Stored data entries
——————————

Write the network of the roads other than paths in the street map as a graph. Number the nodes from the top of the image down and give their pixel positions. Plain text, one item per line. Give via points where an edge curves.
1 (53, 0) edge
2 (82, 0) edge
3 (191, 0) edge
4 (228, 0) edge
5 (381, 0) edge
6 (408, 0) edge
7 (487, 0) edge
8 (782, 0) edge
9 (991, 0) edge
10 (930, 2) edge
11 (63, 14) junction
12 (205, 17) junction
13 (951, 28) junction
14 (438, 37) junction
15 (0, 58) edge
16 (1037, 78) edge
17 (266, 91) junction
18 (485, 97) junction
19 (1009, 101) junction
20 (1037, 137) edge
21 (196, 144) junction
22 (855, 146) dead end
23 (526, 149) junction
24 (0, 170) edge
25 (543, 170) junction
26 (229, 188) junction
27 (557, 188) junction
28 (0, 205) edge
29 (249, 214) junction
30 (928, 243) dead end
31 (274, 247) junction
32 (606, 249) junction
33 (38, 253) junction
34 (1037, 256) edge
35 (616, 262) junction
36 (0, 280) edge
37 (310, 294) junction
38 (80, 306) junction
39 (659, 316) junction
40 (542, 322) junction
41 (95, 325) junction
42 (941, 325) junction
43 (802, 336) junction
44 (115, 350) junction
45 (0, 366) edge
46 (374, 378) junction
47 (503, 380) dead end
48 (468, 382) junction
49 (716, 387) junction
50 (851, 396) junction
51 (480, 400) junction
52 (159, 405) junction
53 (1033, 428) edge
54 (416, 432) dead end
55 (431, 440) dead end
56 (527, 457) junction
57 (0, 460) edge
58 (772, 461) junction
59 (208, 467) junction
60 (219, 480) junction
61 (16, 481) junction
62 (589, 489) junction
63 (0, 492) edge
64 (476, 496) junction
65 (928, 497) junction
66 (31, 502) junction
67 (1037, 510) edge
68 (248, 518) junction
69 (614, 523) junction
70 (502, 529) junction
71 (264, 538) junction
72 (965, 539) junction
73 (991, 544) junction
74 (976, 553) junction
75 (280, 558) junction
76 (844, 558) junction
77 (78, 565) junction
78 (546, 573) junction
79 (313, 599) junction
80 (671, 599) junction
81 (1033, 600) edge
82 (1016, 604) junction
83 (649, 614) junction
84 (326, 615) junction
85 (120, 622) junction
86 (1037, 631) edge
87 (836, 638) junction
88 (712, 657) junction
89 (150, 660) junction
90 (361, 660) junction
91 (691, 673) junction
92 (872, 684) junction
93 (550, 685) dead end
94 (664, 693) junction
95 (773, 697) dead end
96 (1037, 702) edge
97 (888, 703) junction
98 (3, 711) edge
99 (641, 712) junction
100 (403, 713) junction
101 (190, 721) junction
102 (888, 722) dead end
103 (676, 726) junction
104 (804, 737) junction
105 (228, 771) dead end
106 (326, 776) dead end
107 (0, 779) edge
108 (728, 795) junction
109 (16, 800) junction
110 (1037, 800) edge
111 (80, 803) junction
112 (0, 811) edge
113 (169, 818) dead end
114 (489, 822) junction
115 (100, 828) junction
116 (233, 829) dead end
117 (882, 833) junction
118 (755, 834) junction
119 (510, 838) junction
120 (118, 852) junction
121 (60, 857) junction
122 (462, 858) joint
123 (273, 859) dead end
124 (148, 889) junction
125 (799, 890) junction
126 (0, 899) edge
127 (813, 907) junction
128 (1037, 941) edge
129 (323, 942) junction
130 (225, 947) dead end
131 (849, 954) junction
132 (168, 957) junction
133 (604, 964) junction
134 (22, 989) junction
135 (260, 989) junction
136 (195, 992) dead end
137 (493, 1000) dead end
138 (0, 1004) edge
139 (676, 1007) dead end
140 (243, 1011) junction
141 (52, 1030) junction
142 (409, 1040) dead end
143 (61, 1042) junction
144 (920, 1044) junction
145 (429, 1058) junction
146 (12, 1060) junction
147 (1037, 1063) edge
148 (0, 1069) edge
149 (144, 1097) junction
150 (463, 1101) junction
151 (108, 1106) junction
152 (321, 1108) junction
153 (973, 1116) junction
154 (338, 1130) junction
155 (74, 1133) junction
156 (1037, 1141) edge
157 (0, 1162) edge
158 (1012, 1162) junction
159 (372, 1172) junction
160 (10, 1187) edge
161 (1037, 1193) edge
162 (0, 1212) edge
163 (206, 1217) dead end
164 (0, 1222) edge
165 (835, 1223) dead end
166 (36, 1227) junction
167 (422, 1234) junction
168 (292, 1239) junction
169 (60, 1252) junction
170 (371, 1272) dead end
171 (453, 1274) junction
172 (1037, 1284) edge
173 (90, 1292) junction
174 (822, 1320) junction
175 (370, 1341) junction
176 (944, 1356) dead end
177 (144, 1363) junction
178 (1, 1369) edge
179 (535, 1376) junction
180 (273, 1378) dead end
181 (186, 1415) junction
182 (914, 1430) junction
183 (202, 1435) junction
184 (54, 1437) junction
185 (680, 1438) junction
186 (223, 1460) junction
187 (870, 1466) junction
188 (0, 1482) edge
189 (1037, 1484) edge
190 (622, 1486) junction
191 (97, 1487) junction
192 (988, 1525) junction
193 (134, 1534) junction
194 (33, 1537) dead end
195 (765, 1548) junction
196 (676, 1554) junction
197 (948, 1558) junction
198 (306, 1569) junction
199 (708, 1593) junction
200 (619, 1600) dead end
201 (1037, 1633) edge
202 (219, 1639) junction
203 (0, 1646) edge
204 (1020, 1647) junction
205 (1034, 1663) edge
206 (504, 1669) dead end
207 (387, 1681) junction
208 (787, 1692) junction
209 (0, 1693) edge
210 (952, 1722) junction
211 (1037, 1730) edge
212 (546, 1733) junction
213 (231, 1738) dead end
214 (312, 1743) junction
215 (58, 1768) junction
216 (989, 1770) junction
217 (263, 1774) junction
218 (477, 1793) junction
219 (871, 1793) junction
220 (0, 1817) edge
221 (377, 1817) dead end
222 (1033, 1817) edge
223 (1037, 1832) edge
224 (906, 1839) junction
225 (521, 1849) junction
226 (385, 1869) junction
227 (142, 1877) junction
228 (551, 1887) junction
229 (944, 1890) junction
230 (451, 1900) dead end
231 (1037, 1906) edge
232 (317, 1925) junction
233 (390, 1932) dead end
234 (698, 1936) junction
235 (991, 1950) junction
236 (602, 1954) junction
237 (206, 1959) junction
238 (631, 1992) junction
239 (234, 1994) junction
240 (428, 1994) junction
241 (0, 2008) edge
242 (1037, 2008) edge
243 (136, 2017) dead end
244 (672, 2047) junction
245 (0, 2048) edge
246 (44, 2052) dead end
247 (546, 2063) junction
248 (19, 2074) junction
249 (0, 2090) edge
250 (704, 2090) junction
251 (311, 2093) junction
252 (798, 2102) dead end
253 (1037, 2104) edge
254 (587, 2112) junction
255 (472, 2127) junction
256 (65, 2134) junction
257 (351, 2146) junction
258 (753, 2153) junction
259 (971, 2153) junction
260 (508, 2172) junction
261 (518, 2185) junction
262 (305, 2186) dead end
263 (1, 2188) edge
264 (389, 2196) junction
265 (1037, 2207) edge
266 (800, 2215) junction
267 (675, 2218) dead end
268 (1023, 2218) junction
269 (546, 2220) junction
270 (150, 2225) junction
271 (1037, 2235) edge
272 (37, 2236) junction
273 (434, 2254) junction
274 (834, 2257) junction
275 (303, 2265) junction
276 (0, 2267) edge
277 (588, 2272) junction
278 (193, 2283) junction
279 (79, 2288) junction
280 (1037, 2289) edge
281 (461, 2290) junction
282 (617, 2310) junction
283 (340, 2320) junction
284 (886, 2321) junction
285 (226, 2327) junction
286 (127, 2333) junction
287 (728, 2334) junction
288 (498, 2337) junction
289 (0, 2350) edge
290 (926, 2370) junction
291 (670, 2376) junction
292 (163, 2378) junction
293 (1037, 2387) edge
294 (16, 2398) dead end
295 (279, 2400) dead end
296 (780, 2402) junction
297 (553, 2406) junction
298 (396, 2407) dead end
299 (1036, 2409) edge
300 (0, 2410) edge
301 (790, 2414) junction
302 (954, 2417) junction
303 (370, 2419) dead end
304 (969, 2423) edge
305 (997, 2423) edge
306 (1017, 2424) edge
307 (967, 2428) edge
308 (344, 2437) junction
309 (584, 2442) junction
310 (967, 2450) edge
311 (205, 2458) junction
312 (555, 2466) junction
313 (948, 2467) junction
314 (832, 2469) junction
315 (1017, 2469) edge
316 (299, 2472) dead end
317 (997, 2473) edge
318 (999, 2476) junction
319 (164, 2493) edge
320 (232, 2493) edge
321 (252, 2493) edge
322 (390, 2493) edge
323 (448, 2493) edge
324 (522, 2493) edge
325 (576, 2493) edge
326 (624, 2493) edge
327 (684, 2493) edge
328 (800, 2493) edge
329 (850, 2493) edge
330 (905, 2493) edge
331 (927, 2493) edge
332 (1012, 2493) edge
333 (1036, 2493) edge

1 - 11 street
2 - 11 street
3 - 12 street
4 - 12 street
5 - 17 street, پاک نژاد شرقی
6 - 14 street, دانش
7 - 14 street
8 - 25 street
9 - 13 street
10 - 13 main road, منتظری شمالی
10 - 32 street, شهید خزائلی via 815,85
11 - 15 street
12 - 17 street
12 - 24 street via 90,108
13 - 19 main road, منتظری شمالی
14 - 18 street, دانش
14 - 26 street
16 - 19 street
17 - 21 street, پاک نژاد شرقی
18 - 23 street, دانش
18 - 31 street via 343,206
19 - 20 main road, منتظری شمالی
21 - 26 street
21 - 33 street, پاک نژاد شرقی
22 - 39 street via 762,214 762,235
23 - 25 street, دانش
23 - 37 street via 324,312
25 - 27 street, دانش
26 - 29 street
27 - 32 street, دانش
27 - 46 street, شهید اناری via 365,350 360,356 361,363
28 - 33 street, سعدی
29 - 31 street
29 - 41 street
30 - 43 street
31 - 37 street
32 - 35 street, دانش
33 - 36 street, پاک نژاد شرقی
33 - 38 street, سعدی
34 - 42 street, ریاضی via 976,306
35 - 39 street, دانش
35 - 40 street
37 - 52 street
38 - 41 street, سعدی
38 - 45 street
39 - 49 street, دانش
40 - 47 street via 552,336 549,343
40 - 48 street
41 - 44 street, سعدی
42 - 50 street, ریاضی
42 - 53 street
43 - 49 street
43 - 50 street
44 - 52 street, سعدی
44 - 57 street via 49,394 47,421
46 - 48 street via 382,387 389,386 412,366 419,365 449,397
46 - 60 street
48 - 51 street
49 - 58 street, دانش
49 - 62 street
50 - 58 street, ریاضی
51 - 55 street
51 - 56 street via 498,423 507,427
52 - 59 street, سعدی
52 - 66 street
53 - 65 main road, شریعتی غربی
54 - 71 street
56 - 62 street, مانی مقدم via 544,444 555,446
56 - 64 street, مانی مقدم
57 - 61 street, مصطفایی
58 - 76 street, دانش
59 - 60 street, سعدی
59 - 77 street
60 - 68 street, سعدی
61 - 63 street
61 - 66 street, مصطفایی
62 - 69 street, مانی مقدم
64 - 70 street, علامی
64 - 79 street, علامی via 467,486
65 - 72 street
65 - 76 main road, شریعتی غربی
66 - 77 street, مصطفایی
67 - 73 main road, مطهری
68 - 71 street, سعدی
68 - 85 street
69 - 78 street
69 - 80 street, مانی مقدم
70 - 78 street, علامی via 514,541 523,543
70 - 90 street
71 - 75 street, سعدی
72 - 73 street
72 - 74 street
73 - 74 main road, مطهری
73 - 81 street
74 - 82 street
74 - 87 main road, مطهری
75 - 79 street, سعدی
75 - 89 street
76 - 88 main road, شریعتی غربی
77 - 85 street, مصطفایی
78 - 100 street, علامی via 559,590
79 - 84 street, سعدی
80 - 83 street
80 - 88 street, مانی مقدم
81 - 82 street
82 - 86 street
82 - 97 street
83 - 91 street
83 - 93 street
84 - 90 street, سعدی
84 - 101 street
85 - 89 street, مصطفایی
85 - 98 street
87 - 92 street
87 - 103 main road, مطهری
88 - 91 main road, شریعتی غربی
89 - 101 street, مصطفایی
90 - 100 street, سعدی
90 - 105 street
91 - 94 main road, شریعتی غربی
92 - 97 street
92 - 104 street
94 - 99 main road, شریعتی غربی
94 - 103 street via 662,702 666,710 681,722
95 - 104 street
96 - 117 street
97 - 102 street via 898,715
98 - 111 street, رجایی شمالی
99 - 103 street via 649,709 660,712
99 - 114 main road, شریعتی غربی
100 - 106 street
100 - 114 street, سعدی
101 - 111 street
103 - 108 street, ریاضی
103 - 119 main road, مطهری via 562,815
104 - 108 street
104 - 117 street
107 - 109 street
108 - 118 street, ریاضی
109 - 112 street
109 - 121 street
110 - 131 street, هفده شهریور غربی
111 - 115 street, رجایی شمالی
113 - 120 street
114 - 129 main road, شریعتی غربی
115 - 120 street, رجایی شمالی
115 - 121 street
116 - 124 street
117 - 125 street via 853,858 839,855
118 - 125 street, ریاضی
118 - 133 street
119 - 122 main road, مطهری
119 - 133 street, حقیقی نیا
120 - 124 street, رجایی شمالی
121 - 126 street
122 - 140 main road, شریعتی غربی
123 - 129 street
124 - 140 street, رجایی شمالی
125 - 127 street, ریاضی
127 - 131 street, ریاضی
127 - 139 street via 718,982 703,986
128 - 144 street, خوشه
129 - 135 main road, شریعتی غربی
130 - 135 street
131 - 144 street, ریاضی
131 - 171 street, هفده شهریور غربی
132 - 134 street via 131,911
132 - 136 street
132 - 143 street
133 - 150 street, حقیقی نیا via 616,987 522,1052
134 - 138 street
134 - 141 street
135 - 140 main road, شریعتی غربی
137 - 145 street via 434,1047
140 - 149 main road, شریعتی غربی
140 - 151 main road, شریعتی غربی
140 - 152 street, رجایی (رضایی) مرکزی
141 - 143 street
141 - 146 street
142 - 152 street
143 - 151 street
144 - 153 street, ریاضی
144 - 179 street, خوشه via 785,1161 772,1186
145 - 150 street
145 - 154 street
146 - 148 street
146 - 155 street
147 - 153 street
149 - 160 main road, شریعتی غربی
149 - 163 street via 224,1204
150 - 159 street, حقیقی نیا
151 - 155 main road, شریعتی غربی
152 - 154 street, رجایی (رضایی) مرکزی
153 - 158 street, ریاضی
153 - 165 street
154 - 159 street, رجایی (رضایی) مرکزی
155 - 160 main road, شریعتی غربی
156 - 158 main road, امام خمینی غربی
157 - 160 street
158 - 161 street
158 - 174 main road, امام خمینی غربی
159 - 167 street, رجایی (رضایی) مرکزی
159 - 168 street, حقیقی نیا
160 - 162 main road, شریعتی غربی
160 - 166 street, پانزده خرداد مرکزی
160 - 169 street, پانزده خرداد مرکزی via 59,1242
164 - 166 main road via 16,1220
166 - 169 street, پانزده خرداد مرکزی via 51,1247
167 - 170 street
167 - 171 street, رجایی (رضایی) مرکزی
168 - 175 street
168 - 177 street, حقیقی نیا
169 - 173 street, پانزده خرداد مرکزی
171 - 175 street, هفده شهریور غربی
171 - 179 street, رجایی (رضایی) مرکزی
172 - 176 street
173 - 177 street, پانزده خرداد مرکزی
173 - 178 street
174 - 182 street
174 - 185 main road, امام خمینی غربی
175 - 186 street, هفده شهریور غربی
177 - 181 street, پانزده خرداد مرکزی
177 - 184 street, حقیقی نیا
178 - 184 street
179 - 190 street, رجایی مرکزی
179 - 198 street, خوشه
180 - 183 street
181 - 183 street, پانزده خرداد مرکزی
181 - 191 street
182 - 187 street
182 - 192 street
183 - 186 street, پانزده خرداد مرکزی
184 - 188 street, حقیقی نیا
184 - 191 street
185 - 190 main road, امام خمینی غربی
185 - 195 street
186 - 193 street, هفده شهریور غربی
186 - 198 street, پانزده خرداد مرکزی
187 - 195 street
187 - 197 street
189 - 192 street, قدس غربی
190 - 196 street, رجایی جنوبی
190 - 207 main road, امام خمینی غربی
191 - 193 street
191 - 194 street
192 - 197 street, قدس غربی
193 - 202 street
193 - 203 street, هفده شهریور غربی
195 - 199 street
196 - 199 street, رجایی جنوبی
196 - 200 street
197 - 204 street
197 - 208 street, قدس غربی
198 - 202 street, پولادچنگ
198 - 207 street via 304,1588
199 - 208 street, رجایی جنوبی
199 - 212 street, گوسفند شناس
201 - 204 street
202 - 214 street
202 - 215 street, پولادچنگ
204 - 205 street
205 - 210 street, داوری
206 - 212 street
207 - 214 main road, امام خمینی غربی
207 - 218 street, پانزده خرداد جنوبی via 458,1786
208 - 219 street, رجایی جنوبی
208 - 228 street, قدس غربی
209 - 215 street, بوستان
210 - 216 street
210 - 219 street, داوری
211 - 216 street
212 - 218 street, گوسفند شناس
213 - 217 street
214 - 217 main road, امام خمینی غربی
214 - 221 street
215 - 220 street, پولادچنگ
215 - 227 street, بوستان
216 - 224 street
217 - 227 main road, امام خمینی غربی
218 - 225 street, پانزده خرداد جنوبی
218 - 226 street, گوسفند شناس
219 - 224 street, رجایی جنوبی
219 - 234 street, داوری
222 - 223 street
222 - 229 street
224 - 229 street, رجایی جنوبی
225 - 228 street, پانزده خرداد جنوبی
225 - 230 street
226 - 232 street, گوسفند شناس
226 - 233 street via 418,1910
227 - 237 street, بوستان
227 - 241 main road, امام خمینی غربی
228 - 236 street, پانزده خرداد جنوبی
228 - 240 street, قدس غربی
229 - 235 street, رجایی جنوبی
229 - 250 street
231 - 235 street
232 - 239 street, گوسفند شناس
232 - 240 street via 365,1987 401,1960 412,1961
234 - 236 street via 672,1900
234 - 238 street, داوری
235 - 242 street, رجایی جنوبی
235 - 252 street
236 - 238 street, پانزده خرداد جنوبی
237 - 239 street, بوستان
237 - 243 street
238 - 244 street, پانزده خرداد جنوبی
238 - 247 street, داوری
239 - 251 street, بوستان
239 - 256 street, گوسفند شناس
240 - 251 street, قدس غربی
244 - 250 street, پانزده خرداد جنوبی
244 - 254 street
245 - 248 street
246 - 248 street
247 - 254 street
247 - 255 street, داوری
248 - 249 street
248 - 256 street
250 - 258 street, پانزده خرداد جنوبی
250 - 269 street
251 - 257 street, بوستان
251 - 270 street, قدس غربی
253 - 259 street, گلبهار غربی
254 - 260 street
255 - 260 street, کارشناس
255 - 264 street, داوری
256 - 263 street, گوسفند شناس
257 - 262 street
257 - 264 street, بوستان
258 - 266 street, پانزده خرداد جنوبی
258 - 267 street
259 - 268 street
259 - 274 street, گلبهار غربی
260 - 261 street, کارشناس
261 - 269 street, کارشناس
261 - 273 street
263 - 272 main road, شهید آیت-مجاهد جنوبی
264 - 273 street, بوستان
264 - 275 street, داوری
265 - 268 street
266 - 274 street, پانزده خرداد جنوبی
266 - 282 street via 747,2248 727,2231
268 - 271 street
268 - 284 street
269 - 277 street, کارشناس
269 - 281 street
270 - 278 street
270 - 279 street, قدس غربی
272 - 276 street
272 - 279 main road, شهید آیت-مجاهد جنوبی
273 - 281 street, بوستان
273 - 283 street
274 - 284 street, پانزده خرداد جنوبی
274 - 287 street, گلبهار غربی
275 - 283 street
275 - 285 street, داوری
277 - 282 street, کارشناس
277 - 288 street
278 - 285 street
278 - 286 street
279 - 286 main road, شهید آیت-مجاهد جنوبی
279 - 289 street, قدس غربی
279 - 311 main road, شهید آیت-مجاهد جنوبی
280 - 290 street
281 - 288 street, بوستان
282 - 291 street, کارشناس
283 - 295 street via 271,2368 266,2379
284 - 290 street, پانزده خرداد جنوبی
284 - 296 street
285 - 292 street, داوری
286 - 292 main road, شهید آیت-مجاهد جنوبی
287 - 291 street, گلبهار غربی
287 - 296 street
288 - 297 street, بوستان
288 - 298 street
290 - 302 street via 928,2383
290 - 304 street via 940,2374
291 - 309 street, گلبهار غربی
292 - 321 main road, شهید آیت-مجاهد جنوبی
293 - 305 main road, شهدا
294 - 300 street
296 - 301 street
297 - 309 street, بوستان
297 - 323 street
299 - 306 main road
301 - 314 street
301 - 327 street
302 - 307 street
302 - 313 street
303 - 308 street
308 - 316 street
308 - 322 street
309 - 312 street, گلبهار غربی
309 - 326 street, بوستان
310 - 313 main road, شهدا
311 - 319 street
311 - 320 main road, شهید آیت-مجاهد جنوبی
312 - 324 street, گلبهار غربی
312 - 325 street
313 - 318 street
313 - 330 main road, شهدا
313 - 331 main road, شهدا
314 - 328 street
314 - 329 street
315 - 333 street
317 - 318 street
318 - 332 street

——————————

## Task instructions:
Wherever the word "نژاد" occurs in the data, copy that whole line.

## Answer space:
5 - 17 street, پاک نژاد شرقی
17 - 21 street, پاک نژاد شرقی
21 - 33 street, پاک نژاد شرقی
33 - 36 street, پاک نژاد شرقی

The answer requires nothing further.